Et la responsabilité politique? Est-ce que le pouvoir actuel occulte les évènements?
Certes, certains présidents argentins créèrent des commissions. Il y eut des procès, des jugements, les victimes se firent entendre… Mais globalement, justice ne fut jamais intégralement rendue. Maintenant il n’y a plus aucun soutien. Le cas de l’Uruguay est symptomatique. Il y a une méconnaissance de ce qu’il s’est produit; d’où l’impossibilité de rendre justice, d’admettre la vérité. Bien des éléments furent occultés. Il a fallu lutter pour obtenir quelques avancées. Concernant ce pays que l’on considérait comme la Suisse de l’Amérique Latine, faisant preuve d’ouverture politique; les États-Unis se sont employés à contrôler et fomenter des tensions.

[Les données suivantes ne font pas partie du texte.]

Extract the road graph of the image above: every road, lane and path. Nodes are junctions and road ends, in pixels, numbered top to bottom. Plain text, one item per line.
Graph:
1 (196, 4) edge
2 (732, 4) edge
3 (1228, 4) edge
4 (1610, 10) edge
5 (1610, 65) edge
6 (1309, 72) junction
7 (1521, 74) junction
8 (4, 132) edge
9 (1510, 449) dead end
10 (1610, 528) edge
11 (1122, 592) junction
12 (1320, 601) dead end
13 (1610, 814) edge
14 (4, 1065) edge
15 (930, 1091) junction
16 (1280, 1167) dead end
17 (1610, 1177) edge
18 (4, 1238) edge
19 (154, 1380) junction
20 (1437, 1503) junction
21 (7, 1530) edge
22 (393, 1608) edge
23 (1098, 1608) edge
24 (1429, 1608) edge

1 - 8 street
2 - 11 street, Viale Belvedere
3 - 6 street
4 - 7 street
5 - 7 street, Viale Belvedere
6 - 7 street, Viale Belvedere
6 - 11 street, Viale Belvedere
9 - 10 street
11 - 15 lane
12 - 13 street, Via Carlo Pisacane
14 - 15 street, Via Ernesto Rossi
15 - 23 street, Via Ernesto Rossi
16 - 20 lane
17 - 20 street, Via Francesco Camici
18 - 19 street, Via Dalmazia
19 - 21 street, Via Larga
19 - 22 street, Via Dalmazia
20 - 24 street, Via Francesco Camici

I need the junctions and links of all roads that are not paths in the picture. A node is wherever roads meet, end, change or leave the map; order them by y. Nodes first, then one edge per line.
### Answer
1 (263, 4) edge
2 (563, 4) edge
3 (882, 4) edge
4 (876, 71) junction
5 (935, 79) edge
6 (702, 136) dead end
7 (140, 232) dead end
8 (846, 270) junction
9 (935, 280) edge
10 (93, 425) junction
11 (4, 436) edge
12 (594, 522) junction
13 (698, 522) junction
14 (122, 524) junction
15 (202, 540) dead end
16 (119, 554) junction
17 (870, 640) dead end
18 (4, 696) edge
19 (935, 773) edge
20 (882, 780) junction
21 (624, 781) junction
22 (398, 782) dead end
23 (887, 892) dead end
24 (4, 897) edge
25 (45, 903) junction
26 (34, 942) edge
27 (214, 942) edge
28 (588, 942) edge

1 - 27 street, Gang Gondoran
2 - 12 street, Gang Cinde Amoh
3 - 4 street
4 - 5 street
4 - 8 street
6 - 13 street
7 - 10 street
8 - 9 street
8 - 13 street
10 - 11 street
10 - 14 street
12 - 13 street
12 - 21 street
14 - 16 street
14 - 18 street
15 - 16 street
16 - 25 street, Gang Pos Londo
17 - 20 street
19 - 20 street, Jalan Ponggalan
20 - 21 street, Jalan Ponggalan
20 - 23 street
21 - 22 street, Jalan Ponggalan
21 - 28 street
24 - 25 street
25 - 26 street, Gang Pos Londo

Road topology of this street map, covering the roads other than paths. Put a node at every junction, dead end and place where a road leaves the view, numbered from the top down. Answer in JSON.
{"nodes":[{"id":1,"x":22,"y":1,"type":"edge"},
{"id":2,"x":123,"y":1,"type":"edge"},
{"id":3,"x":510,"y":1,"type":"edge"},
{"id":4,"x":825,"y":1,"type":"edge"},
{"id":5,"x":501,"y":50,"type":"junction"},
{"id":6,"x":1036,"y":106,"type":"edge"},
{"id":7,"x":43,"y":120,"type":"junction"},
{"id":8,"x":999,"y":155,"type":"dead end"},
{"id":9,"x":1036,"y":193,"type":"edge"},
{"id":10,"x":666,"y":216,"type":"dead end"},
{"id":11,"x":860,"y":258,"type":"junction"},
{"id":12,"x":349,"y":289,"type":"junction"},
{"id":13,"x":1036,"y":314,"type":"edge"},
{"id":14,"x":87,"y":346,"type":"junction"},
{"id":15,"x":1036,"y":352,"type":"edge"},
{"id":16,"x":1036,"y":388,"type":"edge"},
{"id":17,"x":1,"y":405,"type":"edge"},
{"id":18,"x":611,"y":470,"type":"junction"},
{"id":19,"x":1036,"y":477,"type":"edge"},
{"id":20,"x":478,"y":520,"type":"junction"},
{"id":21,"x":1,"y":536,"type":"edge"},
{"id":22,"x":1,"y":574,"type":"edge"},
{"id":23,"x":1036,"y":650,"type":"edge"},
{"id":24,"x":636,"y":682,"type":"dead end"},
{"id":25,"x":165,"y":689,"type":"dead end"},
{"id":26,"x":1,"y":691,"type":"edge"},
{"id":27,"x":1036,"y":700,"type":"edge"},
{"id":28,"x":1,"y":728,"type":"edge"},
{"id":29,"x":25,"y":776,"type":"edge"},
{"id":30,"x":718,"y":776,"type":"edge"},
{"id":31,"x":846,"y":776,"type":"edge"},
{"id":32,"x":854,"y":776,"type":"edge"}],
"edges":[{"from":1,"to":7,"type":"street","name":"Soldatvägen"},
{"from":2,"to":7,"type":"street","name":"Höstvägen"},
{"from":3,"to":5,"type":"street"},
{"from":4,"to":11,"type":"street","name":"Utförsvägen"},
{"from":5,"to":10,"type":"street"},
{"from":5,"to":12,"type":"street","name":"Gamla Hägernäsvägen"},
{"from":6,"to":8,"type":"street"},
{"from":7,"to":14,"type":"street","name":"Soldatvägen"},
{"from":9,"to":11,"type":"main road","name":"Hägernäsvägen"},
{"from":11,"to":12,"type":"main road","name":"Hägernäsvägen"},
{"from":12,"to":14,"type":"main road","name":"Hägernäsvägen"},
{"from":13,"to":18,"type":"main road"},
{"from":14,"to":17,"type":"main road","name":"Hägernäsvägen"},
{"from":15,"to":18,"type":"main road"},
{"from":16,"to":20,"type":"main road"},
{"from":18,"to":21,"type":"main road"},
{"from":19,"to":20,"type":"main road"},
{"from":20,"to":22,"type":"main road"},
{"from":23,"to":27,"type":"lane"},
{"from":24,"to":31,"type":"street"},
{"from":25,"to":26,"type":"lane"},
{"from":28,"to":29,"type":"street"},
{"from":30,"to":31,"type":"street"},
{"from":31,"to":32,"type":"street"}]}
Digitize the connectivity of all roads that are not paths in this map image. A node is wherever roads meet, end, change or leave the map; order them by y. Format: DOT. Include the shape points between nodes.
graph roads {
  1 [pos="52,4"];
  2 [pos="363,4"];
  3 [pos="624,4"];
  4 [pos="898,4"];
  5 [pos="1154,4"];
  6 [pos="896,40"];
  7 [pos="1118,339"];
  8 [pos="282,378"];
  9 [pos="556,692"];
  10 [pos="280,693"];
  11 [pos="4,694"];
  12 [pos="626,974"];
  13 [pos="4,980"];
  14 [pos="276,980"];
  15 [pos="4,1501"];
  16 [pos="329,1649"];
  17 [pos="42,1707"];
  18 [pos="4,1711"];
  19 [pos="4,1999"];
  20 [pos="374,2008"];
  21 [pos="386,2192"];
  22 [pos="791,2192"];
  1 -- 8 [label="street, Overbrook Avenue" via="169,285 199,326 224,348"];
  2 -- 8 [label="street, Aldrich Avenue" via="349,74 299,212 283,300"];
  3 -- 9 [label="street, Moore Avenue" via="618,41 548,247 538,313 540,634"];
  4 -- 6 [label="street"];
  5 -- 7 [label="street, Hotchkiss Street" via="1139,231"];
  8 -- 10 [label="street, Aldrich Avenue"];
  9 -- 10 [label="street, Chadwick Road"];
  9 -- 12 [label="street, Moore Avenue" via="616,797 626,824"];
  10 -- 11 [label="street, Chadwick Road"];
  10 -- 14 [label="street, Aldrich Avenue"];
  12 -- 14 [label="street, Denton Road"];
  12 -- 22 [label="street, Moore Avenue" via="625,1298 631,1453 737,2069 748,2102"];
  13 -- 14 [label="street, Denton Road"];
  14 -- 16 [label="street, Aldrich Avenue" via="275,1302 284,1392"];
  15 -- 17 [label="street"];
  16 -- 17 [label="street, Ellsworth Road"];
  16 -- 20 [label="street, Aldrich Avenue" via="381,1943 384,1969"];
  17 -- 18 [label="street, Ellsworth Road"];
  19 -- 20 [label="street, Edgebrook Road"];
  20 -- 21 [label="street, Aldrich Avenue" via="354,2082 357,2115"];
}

Et le devenir des fils survivants? Comment développer les luttes?
Les disparitions ont rendu la situation très difficile, car comme pour les rescapés de la Shoah, on espère toujours en un retour possible.  Face à la douleur, il faut apprendre à cheminer ensemble, lutter pour la dignité et faire face à la perversion des politiques. Les procès furent toujours des moments de mobilisation et d’alerte de l’opinion publique.

Que penser des visites de présidents américains dans certains pays d’Amérique Latine? Quel rôle a joué ce pays?
« Mais que penseraient les victimes surtout en ce 24 Mars…C’est une date symbolique! » Pour ces femmes, les États-Unis se comportent comme des « états terroristes ». On ne peut oublier Guantanamo, les privations de liberté. Ils ont une dette, car ils ont participé indirectement à ce terrorisme d’état et d’atteinte grave aux Droits de l’Homme.

Les applaudissements fusent sous le choc de leurs mots/maux.

« Presentes, presentes!!! » pour enjoindre les jeunes à rester vigilants, se rendre conscients et se tenir prêts à lutter.